● **Work instruction**: Among the entries below, tally each line where the word "junctions" appears and state only the total.

● **Saved data entries**:
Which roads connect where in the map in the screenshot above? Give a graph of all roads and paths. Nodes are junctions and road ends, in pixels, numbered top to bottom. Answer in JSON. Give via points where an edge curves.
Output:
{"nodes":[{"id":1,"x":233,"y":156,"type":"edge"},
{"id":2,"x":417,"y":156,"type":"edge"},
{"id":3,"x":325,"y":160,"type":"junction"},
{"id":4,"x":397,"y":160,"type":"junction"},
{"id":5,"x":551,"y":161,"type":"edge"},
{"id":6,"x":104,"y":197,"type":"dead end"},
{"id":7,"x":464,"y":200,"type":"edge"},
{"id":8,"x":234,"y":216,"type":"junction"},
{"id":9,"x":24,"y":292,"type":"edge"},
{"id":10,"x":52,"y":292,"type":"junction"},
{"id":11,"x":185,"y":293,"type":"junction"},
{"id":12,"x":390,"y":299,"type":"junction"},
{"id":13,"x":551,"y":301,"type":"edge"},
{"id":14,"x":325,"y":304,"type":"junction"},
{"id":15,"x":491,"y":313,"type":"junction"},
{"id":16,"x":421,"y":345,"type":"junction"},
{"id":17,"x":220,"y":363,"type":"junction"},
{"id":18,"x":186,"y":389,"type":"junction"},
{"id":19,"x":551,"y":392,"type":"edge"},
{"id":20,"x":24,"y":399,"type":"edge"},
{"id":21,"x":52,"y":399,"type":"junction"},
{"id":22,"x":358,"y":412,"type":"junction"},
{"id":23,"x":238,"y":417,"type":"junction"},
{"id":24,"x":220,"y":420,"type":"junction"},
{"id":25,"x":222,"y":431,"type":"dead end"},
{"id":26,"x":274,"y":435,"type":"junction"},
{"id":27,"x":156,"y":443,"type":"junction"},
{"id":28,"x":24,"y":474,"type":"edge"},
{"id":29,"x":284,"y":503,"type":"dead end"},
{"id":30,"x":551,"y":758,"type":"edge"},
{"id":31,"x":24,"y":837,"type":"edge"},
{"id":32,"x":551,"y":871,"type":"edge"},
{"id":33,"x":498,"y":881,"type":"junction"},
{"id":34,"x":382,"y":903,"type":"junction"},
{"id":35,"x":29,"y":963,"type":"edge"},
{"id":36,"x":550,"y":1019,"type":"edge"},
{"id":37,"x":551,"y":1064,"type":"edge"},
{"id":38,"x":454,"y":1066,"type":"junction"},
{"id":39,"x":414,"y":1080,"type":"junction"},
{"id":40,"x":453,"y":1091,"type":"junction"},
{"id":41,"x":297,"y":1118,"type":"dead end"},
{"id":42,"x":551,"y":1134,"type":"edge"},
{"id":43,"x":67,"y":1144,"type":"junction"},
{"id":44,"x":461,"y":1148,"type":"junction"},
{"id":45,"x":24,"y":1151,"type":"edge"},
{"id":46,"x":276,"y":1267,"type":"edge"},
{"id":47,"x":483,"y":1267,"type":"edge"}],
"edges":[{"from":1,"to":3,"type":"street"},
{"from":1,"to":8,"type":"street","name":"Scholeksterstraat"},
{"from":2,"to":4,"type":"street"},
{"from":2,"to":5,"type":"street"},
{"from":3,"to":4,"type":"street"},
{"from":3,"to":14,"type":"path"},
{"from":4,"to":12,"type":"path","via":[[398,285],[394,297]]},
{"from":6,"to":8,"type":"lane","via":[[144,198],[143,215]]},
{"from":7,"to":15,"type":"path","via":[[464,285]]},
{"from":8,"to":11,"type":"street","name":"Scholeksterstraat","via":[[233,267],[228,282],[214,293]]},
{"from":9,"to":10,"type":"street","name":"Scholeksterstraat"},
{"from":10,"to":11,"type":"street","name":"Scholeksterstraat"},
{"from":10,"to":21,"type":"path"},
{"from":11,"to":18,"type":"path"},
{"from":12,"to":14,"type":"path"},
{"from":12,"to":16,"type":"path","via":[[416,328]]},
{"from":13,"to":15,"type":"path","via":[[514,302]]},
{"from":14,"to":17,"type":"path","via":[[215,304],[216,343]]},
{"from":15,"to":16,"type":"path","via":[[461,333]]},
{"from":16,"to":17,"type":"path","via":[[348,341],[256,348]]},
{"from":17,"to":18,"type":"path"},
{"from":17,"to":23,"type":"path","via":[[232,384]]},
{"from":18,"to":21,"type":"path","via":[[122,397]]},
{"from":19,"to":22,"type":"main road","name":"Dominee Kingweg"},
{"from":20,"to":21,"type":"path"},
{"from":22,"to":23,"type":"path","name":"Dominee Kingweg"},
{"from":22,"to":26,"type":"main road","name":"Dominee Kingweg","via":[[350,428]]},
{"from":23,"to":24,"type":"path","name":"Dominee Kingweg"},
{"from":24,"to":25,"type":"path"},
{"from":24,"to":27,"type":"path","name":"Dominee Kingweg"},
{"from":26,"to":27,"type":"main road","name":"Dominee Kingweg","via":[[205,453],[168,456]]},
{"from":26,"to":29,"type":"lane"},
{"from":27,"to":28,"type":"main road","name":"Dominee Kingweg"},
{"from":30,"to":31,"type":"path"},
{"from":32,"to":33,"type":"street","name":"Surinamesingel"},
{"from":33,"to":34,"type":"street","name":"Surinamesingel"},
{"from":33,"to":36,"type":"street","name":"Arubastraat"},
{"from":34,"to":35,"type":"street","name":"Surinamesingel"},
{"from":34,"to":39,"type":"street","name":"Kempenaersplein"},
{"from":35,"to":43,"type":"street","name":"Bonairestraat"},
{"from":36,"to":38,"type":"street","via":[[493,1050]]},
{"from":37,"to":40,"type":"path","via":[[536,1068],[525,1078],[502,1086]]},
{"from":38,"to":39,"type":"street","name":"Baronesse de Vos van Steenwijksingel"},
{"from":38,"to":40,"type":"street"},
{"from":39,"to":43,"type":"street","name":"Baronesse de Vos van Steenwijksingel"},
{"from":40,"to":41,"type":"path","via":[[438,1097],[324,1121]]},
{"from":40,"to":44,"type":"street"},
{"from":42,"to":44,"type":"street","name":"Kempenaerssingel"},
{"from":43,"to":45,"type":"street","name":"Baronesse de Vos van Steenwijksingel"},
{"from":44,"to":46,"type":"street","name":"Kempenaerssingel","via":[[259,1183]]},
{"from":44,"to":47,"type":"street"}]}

...

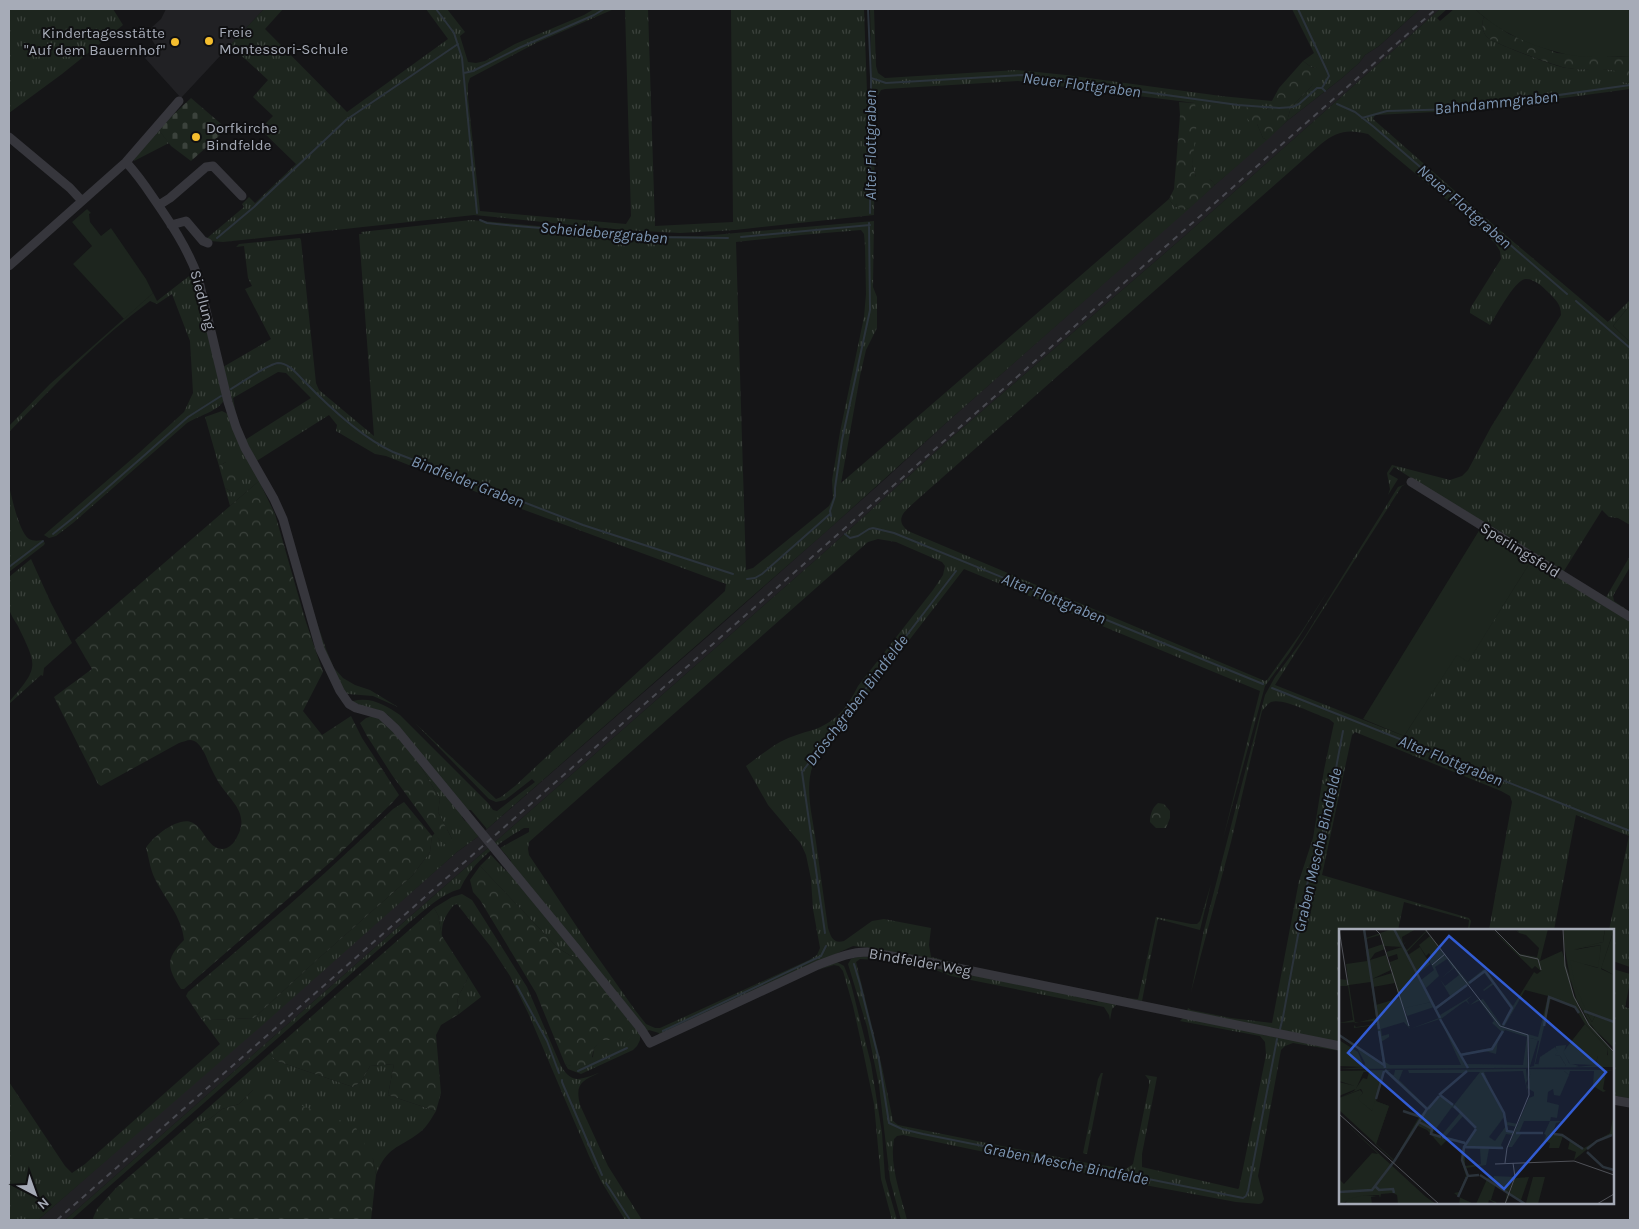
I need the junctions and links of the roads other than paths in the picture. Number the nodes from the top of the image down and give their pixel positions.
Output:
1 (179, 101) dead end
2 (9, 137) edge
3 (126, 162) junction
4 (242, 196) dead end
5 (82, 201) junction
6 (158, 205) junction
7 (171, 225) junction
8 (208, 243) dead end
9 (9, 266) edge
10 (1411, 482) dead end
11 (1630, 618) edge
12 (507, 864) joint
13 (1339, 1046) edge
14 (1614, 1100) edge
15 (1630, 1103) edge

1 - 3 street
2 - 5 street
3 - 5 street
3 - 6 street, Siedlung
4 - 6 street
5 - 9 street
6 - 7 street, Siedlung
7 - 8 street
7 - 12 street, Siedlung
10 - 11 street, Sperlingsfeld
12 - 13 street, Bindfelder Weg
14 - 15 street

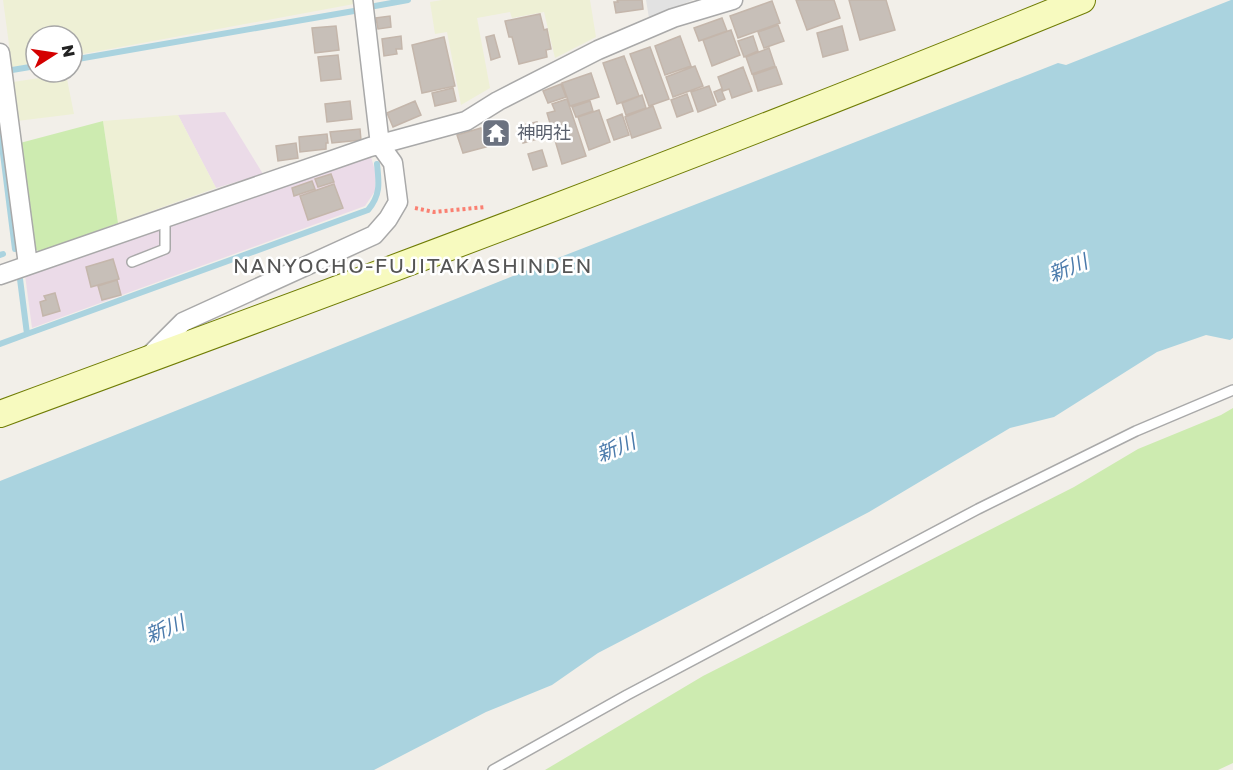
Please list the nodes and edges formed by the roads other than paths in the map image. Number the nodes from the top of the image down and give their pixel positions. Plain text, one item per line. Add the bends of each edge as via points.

● **Written solution**: 2